▶ [YOUR ASSIGNMENT]: Set each record down exactly, excluding all images.

(Dataset items)
╔══

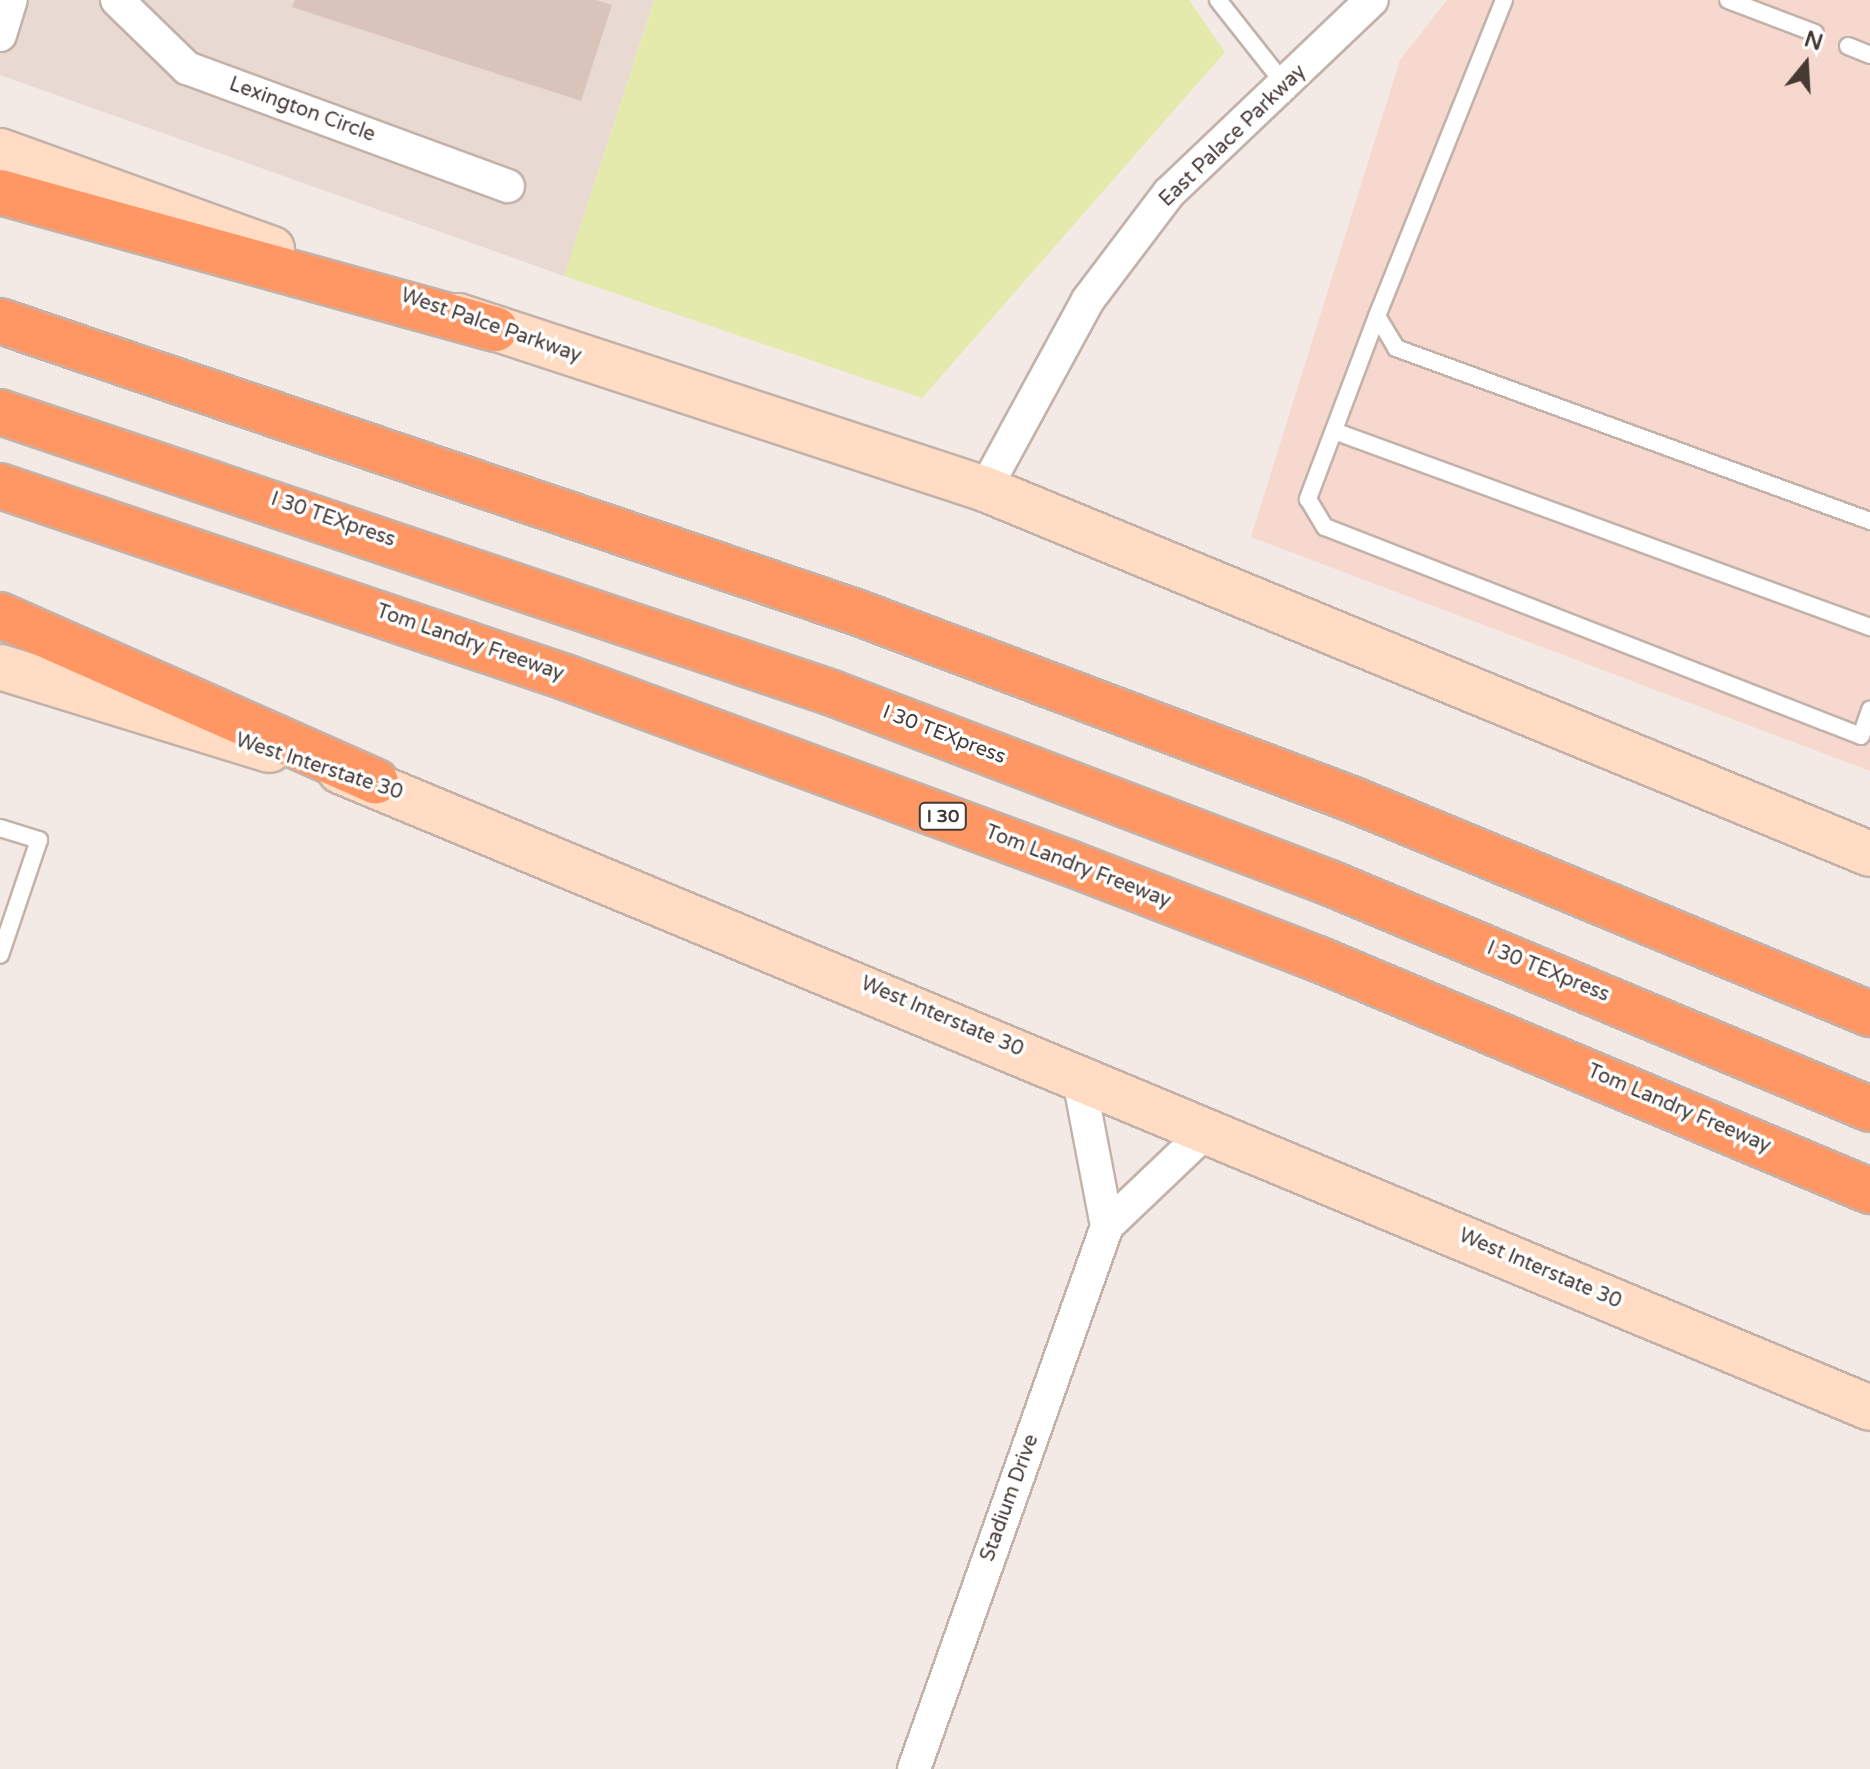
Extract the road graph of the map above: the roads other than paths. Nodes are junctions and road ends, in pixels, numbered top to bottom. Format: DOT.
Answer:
graph roads {
  1 [pos="11,0"];
  2 [pos="117,0"];
  3 [pos="1218,0"];
  4 [pos="1372,0"];
  5 [pos="1504,0"];
  6 [pos="1728,0"];
  7 [pos="1815,33"];
  8 [pos="0,35"];
  9 [pos="1848,46"];
  10 [pos="1870,55"];
  11 [pos="1286,86"];
  12 [pos="0,151"];
  13 [pos="508,186"];
  14 [pos="0,192"];
  15 [pos="1377,316"];
  16 [pos="0,321"];
  17 [pos="495,329"];
  18 [pos="0,412"];
  19 [pos="1334,431"];
  20 [pos="0,486"];
  21 [pos="985,489"];
  22 [pos="1870,521"];
  23 [pos="0,615"];
  24 [pos="1870,627"];
  25 [pos="0,667"];
  26 [pos="1870,710"];
  27 [pos="376,782"];
  28 [pos="0,828"];
  29 [pos="1870,854"];
  30 [pos="0,955"];
  31 [pos="1870,1014"];
  32 [pos="1078,1074"];
  33 [pos="1870,1109"];
  34 [pos="1209,1129"];
  35 [pos="1870,1191"];
  36 [pos="1107,1226"];
  37 [pos="1870,1408"];
  38 [pos="914,1769"];
  1 -- 8 [label="street"];
  2 -- 13 [label="street, Lexington Circle"];
  3 -- 11 [label="lane"];
  4 -- 11 [label="street, East Palace Parkway"];
  5 -- 15 [label="lane"];
  6 -- 7 [label="lane"];
  9 -- 10 [label="lane"];
  11 -- 21 [label="street, East Palace Parkway"];
  12 -- 17 [label="main road, West Palce Parkway"];
  14 -- 17 [label="highway"];
  15 -- 19 [label="lane"];
  15 -- 22 [label="lane"];
  16 -- 31 [label="highway"];
  17 -- 21 [label="main road, West Palce Parkway"];
  18 -- 33 [label="highway, I 30 TEXpress"];
  19 -- 24 [label="lane"];
  19 -- 26 [label="lane"];
  20 -- 35 [label="highway, Tom Landry Freeway / I 30"];
  21 -- 29 [label="main road"];
  23 -- 27 [label="highway"];
  25 -- 27 [label="main road, West Interstate 30"];
  27 -- 32 [label="main road, West Interstate 30"];
  28 -- 30 [label="lane"];
  32 -- 34 [label="main road, West Interstate 30"];
  32 -- 36 [label="street"];
  34 -- 36 [label="street, Stadium Drive"];
  34 -- 37 [label="main road, West Interstate 30"];
  36 -- 38 [label="street, Stadium Drive"];
}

╚══

▶ [ANSWER BOX]:
Extract the road graph of the map above: the roads other than paths. Nodes are junctions and road ends, in pixels, numbered top to bottom. Format: DOT.
Answer:
graph roads {
  1 [pos="11,0"];
  2 [pos="117,0"];
  3 [pos="1218,0"];
  4 [pos="1372,0"];
  5 [pos="1504,0"];
  6 [pos="1728,0"];
  7 [pos="1815,33"];
  8 [pos="0,35"];
  9 [pos="1848,46"];
  10 [pos="1870,55"];
  11 [pos="1286,86"];
  12 [pos="0,151"];
  13 [pos="508,186"];
  14 [pos="0,192"];
  15 [pos="1377,316"];
  16 [pos="0,321"];
  17 [pos="495,329"];
  18 [pos="0,412"];
  19 [pos="1334,431"];
  20 [pos="0,486"];
  21 [pos="985,489"];
  22 [pos="1870,521"];
  23 [pos="0,615"];
  24 [pos="1870,627"];
  25 [pos="0,667"];
  26 [pos="1870,710"];
  27 [pos="376,782"];
  28 [pos="0,828"];
  29 [pos="1870,854"];
  30 [pos="0,955"];
  31 [pos="1870,1014"];
  32 [pos="1078,1074"];
  33 [pos="1870,1109"];
  34 [pos="1209,1129"];
  35 [pos="1870,1191"];
  36 [pos="1107,1226"];
  37 [pos="1870,1408"];
  38 [pos="914,1769"];
  1 -- 8 [label="street"];
  2 -- 13 [label="street, Lexington Circle"];
  3 -- 11 [label="lane"];
  4 -- 11 [label="street, East Palace Parkway"];
  5 -- 15 [label="lane"];
  6 -- 7 [label="lane"];
  9 -- 10 [label="lane"];
  11 -- 21 [label="street, East Palace Parkway"];
  12 -- 17 [label="main road, West Palce Parkway"];
  14 -- 17 [label="highway"];
  15 -- 19 [label="lane"];
  15 -- 22 [label="lane"];
  16 -- 31 [label="highway"];
  17 -- 21 [label="main road, West Palce Parkway"];
  18 -- 33 [label="highway, I 30 TEXpress"];
  19 -- 24 [label="lane"];
  19 -- 26 [label="lane"];
  20 -- 35 [label="highway, Tom Landry Freeway / I 30"];
  21 -- 29 [label="main road"];
  23 -- 27 [label="highway"];
  25 -- 27 [label="main road, West Interstate 30"];
  27 -- 32 [label="main road, West Interstate 30"];
  28 -- 30 [label="lane"];
  32 -- 34 [label="main road, West Interstate 30"];
  32 -- 36 [label="street"];
  34 -- 36 [label="street, Stadium Drive"];
  34 -- 37 [label="main road, West Interstate 30"];
  36 -- 38 [label="street, Stadium Drive"];
}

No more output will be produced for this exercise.